Analysis of colony-forming potential and transgene copy number following transduction in rapamycin. (A): Rapamycin enhanced colony-forming potential of genetically modified cells. CD34+ cells were transduced with LV1 (multiplicity of infection, 10) after overnight prestimulation in SFT6 followed by 7 days of expansion in SFEM SFT6 SR1. GFP+ and GFP− cells were sorted and plated for CFU. Statistical analysis was performed with paired t test (n = 3). (B): Methylcellulose colonies of LV1-transduced cells with or without rapamycin treatment were picked, lysed, and analyzed by quantitative polymerase chain reaction with WPRE- and apolipoprotein B (ApoB)-specific primers as described in Materials and Methods. The ratio of transgene copy number determined by WPRE and cell number determined by ApoB were calculated and presented.
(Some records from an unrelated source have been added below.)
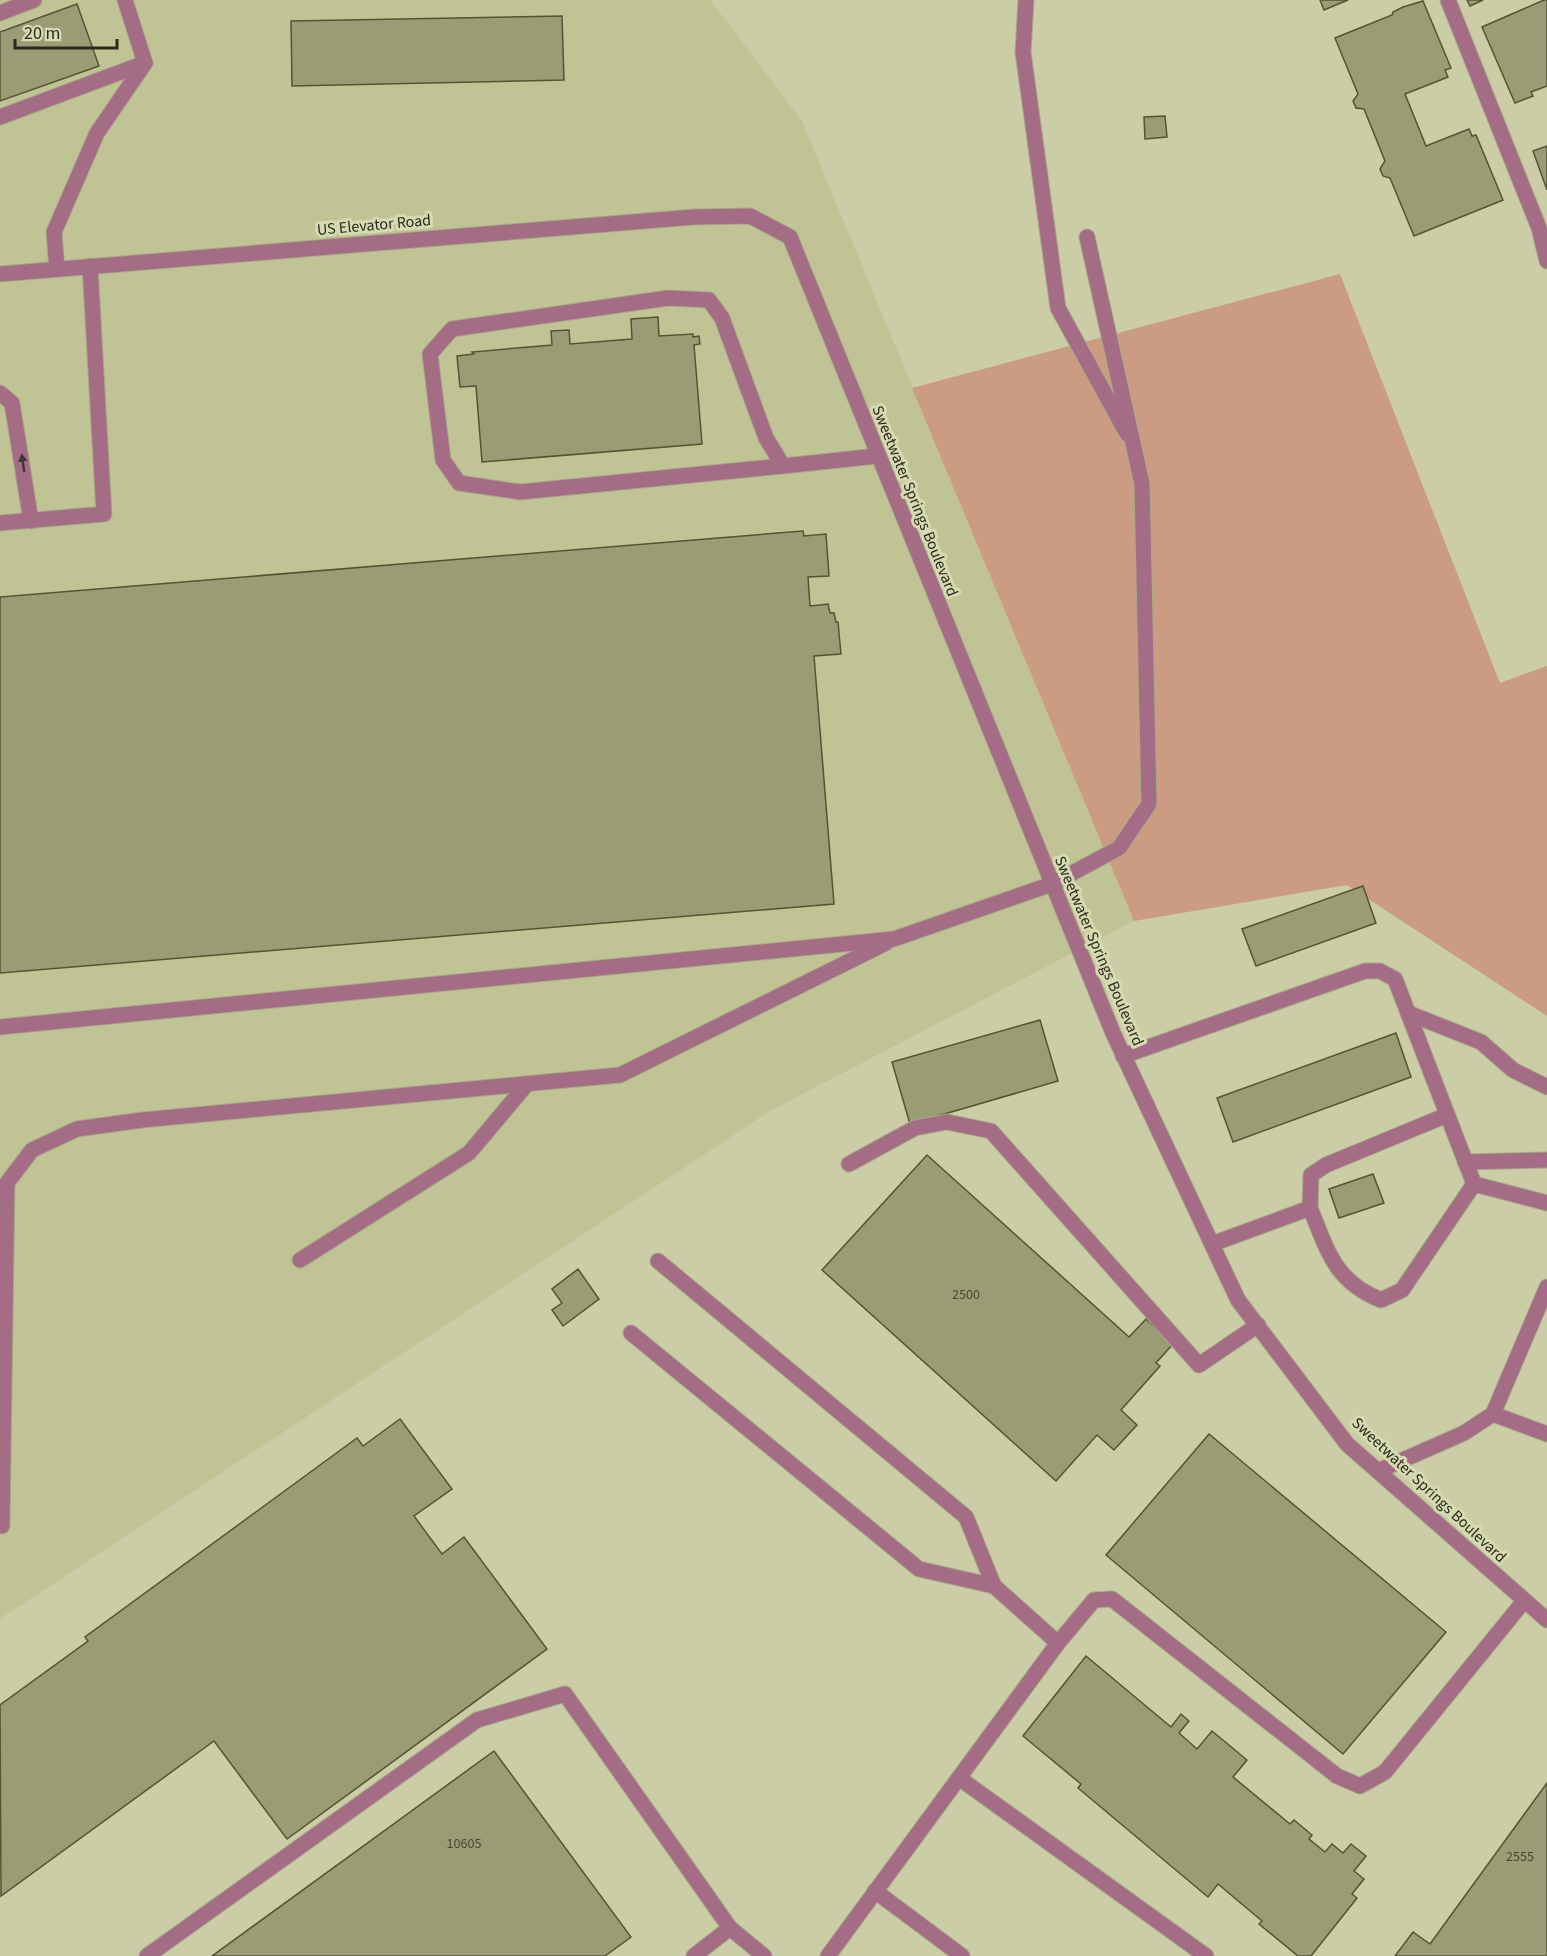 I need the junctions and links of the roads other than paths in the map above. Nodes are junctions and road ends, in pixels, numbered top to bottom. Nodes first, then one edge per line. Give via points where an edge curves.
1 (34, 0) edge
2 (125, 0) edge
3 (1026, 0) edge
4 (1448, 0) edge
5 (0, 13) edge
6 (145, 63) junction
7 (0, 117) edge
8 (750, 216) joint
9 (1087, 237) dead end
10 (1547, 261) edge
11 (90, 266) junction
12 (57, 269) junction
13 (0, 274) edge
14 (0, 393) edge
15 (1136, 450) junction
16 (877, 456) junction
17 (783, 466) junction
18 (32, 521) junction
19 (0, 524) edge
20 (1052, 884) junction
21 (894, 939) junction
22 (1408, 1013) junction
23 (0, 1027) edge
24 (1124, 1056) junction
25 (527, 1084) junction
26 (1547, 1087) edge
27 (1447, 1115) junction
28 (1547, 1160) edge
29 (1465, 1162) junction
30 (849, 1164) dead end
31 (1474, 1184) junction
32 (1547, 1203) edge
33 (1310, 1208) junction
34 (1212, 1244) junction
35 (300, 1260) dead end
36 (658, 1261) dead end
37 (1547, 1287) edge
38 (1258, 1325) junction
39 (631, 1333) dead end
40 (1493, 1414) junction
41 (1547, 1434) edge
42 (1378, 1471) junction
43 (2, 1526) dead end
44 (993, 1586) junction
45 (1524, 1601) junction
46 (1547, 1620) edge
47 (1058, 1643) junction
48 (958, 1778) junction
49 (875, 1891) junction
50 (730, 1928) junction
51 (147, 1956) edge
52 (694, 1956) edge
53 (764, 1956) edge
54 (828, 1956) edge
55 (962, 1956) edge
56 (1206, 1956) edge

1 - 5 street
2 - 6 street
3 - 15 street via 1023,52 1058,308
4 - 10 street via 1539,228
6 - 7 street
6 - 12 street via 97,133 54,232
8 - 11 street, US Elevator Road via 694,217
8 - 16 street, Sweetwater Springs Boulevard via 790,237
9 - 15 street
11 - 12 street, US Elevator Road
11 - 18 street via 104,514
12 - 13 street, US Elevator Road
18 -> 14 street via 12,403
15 - 20 street via 1142,484 1149,804 1119,848
16 - 17 street
16 - 20 street, Sweetwater Springs Boulevard
17 - 17 street via 766,438 722,318 709,300 668,298 452,328 430,354 442,460 459,483 520,492
18 - 19 street
20 - 21 street
20 - 24 street, Sweetwater Springs Boulevard
21 - 23 street
21 - 25 street via 620,1075
22 - 24 street via 1395,979 1380,971 1365,971
22 - 26 street via 1481,1042 1513,1070
22 - 27 street
24 - 34 street, Sweetwater Springs Boulevard
25 - 35 street via 469,1153
25 - 43 street via 77,1129 32,1150 6,1183
27 - 29 street
27 - 33 street via 1326,1165 1311,1175
28 - 29 street
29 - 31 street
30 - 38 street via 915,1128 947,1122 992,1131 1199,1365
31 - 32 street
31 - 33 street via 1402,1290 1381,1300 1361,1292 1335,1266
33 - 34 street
34 - 38 street, Sweetwater Springs Boulevard via 1238,1299
36 - 44 street via 966,1517
37 - 40 street
38 - 42 street, Sweetwater Springs Boulevard via 1347,1444
39 - 44 street via 919,1569
40 - 41 street
40 - 42 street via 1464,1433
42 - 45 street, Sweetwater Springs Boulevard
44 - 47 street
45 - 46 street, Sweetwater Springs Boulevard
45 - 47 street via 1385,1772 1360,1785 1337,1776 1112,1599 1094,1600
47 - 48 street
48 - 49 street
48 - 56 street
49 - 54 street
49 - 55 street
50 - 51 street via 565,1694 477,1720
50 - 52 street
50 - 53 street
The data sets were analyzed for statistical significance by paired t test. (C, D): Stability of transgene average copy number per cell in 4 weeks differentiation cultures of transduced hematopoietic stem and progenitor cells using LV1 (C) and LV4 (D). Height of bars represents the average value, and error bars represent SEM. ∗, p < .05; ∗∗, p < .01; ∗∗∗, p < .001; and ∗∗∗∗, p < .0001. Abbreviations: CFU, colony-forming unit; GFP, green fluorescent protein; LV, lentivirus; Rapa, rapamycin; WPRE, woodchuck hepatitis virus post-translational regulatory element.